🇪🇺 Pourquoi les prix du gaz flambent en Europe
Le prix du gaz naturel bat à nouveau des records sur les marchés européens. Ce mercredi, il s’est envolé de 35% à la mi-journée avant de retomber. Principale raison : à l’approche de l’hiver, la demande s’accélère.
Une demande en hausse et des stocks mondiaux bas, voilà ce qui explique la flambée des prix en Europe. Une situation qui entraîne un effet d’aubaine pour les spéculateurs : le prix approche désormais les 2 000 dollars par 1 000 mètres cubes. C’est plus de dix fois plus que le prix moyen enregistré l’année dernière.
Selon certains analystes, cette accélération des prix s’explique notamment par un mouvement de panique et de peur des investisseurs à l’approche de l’hiver dans l’hémisphère nord. Ils mettent aussi en avant la forte demande asiatique, notamment chinoise et le redémarrage rapide de l’économie mondiale après la crise sanitaire.
Une coïncidence de plusieurs facteurs
Jan Horst-Keppler, professeur d’économie à l’Université Paris Dauphine, pointe la sécheresse dans certains pays et les augmentations de température qui ont entraîné une demande plus forte en air conditionné. À cela s’ajoute les réservoirs épuisés par des hivers longs et durs dans certaines régions du monde.

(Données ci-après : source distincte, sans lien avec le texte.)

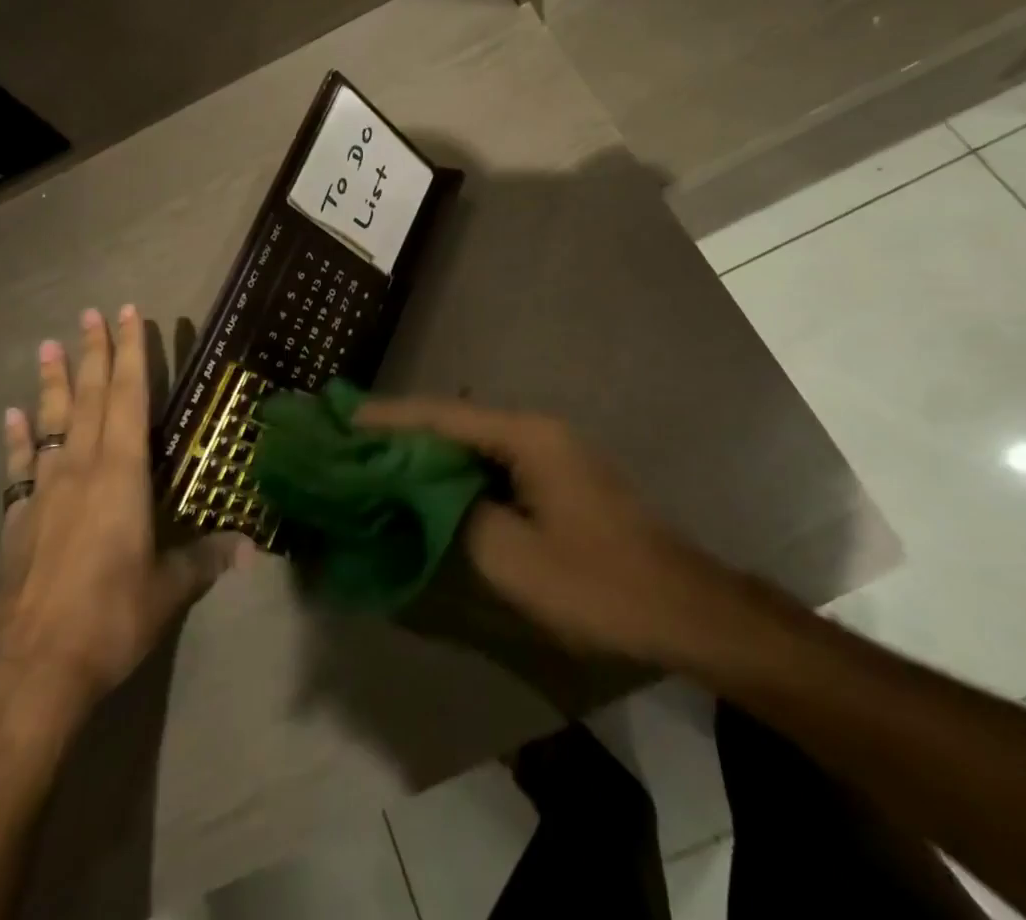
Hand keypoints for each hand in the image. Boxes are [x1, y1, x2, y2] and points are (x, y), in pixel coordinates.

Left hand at [0, 307, 252, 716]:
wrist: (34, 672)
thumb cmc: (111, 618)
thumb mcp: (169, 589)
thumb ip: (206, 559)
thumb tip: (251, 548)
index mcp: (122, 475)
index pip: (129, 399)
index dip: (131, 354)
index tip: (128, 315)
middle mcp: (82, 470)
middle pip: (89, 398)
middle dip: (94, 353)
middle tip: (91, 313)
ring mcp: (44, 492)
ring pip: (51, 423)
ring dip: (51, 382)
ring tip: (49, 345)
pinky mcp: (18, 520)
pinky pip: (18, 468)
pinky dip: (17, 439)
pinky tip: (11, 415)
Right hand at [358, 398, 727, 665]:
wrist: (685, 609)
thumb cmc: (598, 584)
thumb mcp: (513, 559)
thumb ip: (454, 519)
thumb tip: (415, 496)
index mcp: (525, 436)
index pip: (441, 416)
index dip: (388, 417)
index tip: (340, 417)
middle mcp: (535, 430)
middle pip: (454, 421)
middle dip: (401, 430)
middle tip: (349, 441)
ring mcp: (549, 451)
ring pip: (472, 442)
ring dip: (427, 451)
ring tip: (376, 460)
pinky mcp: (555, 477)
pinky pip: (492, 463)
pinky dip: (455, 471)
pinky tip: (428, 486)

Le spécialiste explique également le manque de stocks en Europe par des interruptions sur la chaîne de valeur du gaz qui ont affecté certains terminaux métayers et les sites de production. Des travaux programmés sur certains gazoducs norvégiens notamment ont perturbé l’offre de gaz réduisant ainsi la production disponible de gaz naturel. « Je crois qu’on est vraiment dans une situation malheureuse qui est la coïncidence de plusieurs facteurs plutôt qu’une seule grande raison sous-jacente », souligne Jan Horst-Keppler.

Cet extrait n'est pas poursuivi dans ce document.